GuideBeginnerAgents2026-05-22

Mastering the Claude API: A Complete Guide to Features, Tools, and Context Management

Explore the full Claude API surface—model capabilities, tools, context management, and files. Learn how to build powerful AI applications with practical code examples.

Quick Answer

This guide walks you through the five core areas of the Claude API: model capabilities, tools, tool infrastructure, context management, and file handling. You'll learn how to use extended thinking, structured outputs, citations, tool calling, prompt caching, and batch processing with practical Python examples.

Claude APIcontext managementtool useextended thinkingbatch processing

Introduction

The Claude API offers a rich surface area for building intelligent, production-ready applications.

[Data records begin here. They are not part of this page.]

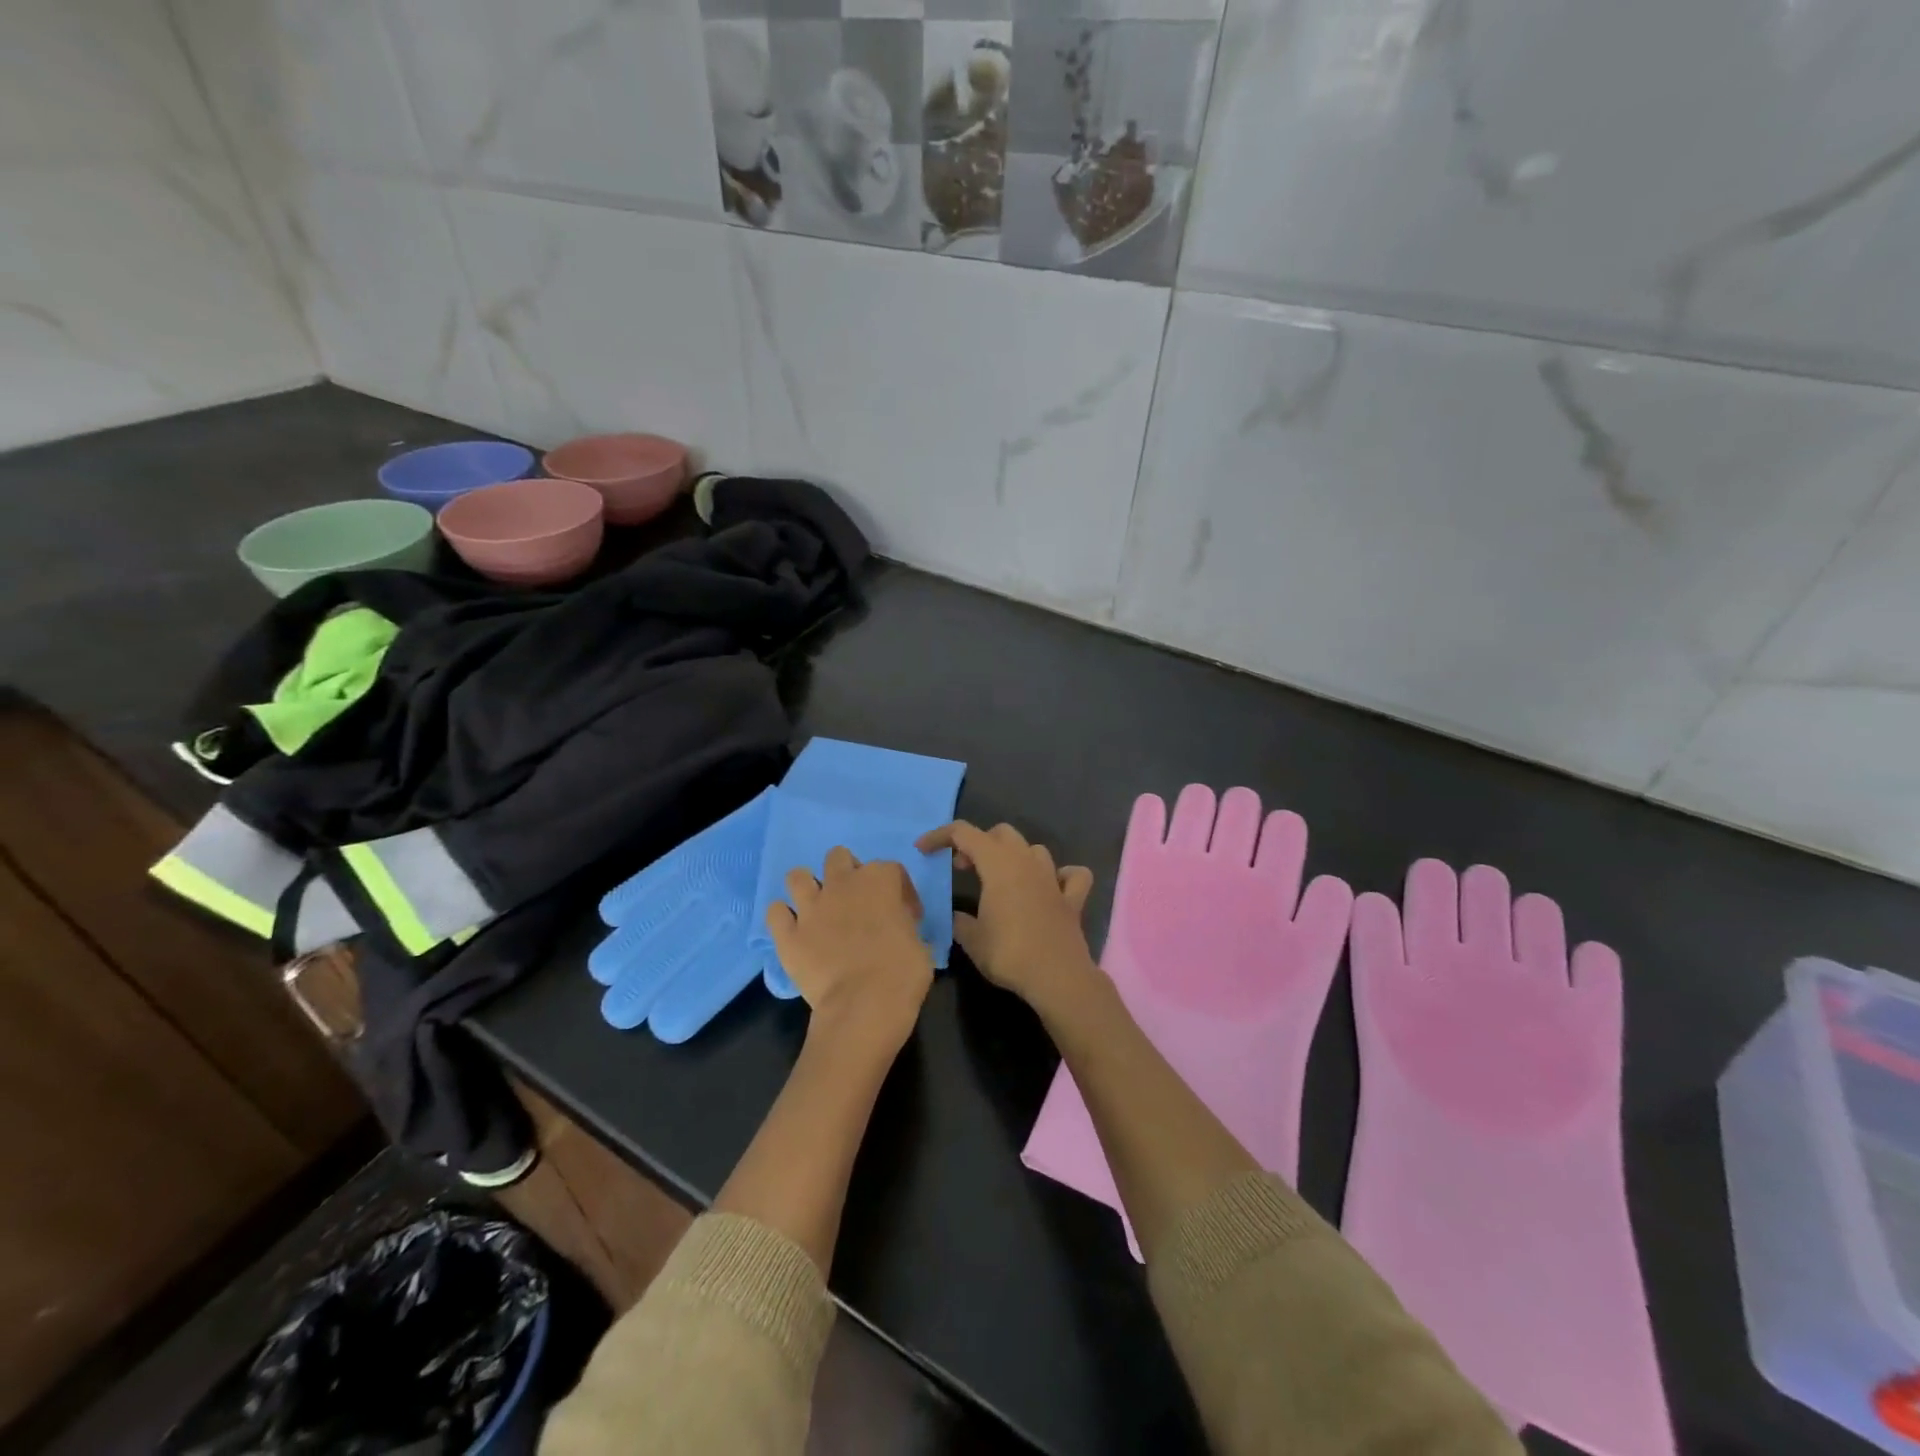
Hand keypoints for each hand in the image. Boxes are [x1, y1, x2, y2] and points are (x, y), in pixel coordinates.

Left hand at [765, 846, 933, 1055]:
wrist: (864, 1005)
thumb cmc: (903, 973)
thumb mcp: (920, 942)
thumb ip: (906, 924)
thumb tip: (898, 926)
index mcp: (879, 880)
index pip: (892, 870)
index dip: (900, 891)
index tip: (906, 915)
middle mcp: (842, 884)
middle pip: (839, 857)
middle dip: (847, 873)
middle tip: (856, 901)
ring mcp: (811, 907)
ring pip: (798, 876)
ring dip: (808, 887)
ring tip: (818, 909)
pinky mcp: (788, 934)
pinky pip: (775, 913)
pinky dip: (783, 918)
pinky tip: (794, 931)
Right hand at [915, 821, 1095, 1009]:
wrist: (1057, 977)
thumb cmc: (1009, 953)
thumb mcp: (972, 940)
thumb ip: (960, 922)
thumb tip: (957, 917)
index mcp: (998, 864)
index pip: (964, 833)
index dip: (940, 836)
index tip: (923, 850)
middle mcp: (1026, 862)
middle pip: (1001, 833)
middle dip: (979, 843)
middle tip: (963, 868)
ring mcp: (1053, 878)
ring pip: (1034, 849)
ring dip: (1015, 856)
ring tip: (1001, 878)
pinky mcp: (1072, 899)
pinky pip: (1071, 875)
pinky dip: (1060, 876)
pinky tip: (1052, 887)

Whether you're creating a chatbot, an agent that browses the web, or a system that processes millions of documents, understanding the five core areas of the API is essential.

This guide covers:

Model capabilities – reasoning, structured outputs, citations
Tools – letting Claude act on the web or in your environment
Tool infrastructure – discovery and orchestration at scale
Context management – keeping long-running sessions efficient
Files and assets – managing documents and data

By the end, you'll know which features to use and when, and you'll have practical code snippets to get started.

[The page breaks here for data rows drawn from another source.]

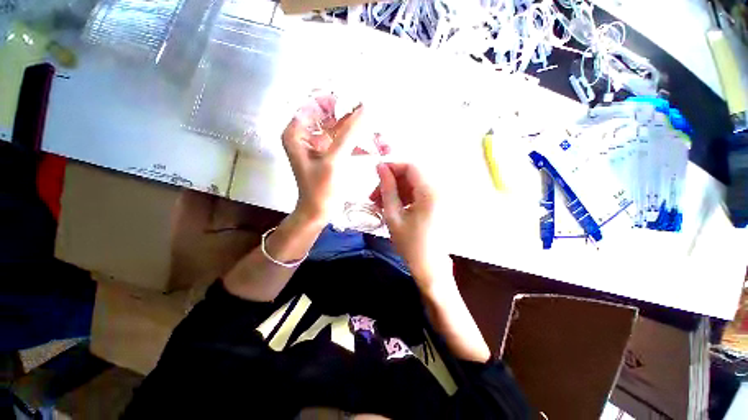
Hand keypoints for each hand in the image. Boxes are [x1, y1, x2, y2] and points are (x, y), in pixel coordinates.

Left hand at [282, 97, 364, 222]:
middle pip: (329, 115)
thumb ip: (349, 134)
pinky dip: (357, 143)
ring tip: (376, 131)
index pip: (315, 104)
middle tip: (371, 115)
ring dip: (357, 130)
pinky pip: (343, 141)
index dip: (336, 100)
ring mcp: (318, 144)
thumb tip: (365, 109)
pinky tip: (372, 146)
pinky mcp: (329, 153)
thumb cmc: (320, 189)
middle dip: (351, 116)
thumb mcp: (333, 160)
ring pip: (339, 128)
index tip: (357, 102)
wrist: (318, 212)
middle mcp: (306, 134)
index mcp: (297, 132)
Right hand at [373, 162, 451, 290]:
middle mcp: (440, 190)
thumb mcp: (393, 216)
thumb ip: (387, 189)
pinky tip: (394, 206)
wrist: (430, 266)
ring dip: (397, 189)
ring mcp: (441, 196)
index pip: (411, 166)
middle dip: (392, 181)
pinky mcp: (439, 203)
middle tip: (375, 195)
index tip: (376, 175)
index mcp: (430, 192)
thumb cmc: (410, 244)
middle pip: (413, 174)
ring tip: (380, 203)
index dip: (392, 166)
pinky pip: (419, 192)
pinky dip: (405, 196)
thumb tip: (380, 167)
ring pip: (414, 183)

1. Model Capabilities: Steering Claude's Output

Claude's model capabilities let you control how it reasons and formats responses. These are the building blocks for any application.

Extended Thinking and Adaptive Thinking

For complex reasoning tasks, Claude can "think" before responding. With Extended Thinking, you set a fixed thinking budget. With Adaptive Thinking (recommended for Opus 4.7), Claude decides how much to think dynamically.

import anthropic
client = anthropic.Anthropic()
response = client.messages.create(
    model="claude-opus-4-20250514",
    max_tokens=4096,
    thinking={
        "type": "enabled",
        "budget_tokens": 2048
    },
    messages=[
        {"role": "user", "content": "Solve this complex math problem: integrate x^2 * sin(x) dx"}
    ]
)
Access the thinking block
for block in response.content:
    if block.type == "thinking":
        print("Thinking:", block.thinking)
    elif block.type == "text":
        print("Answer:", block.text)

Structured Outputs

Need JSON, YAML, or a specific schema? Use the structured_outputs feature to enforce response formats.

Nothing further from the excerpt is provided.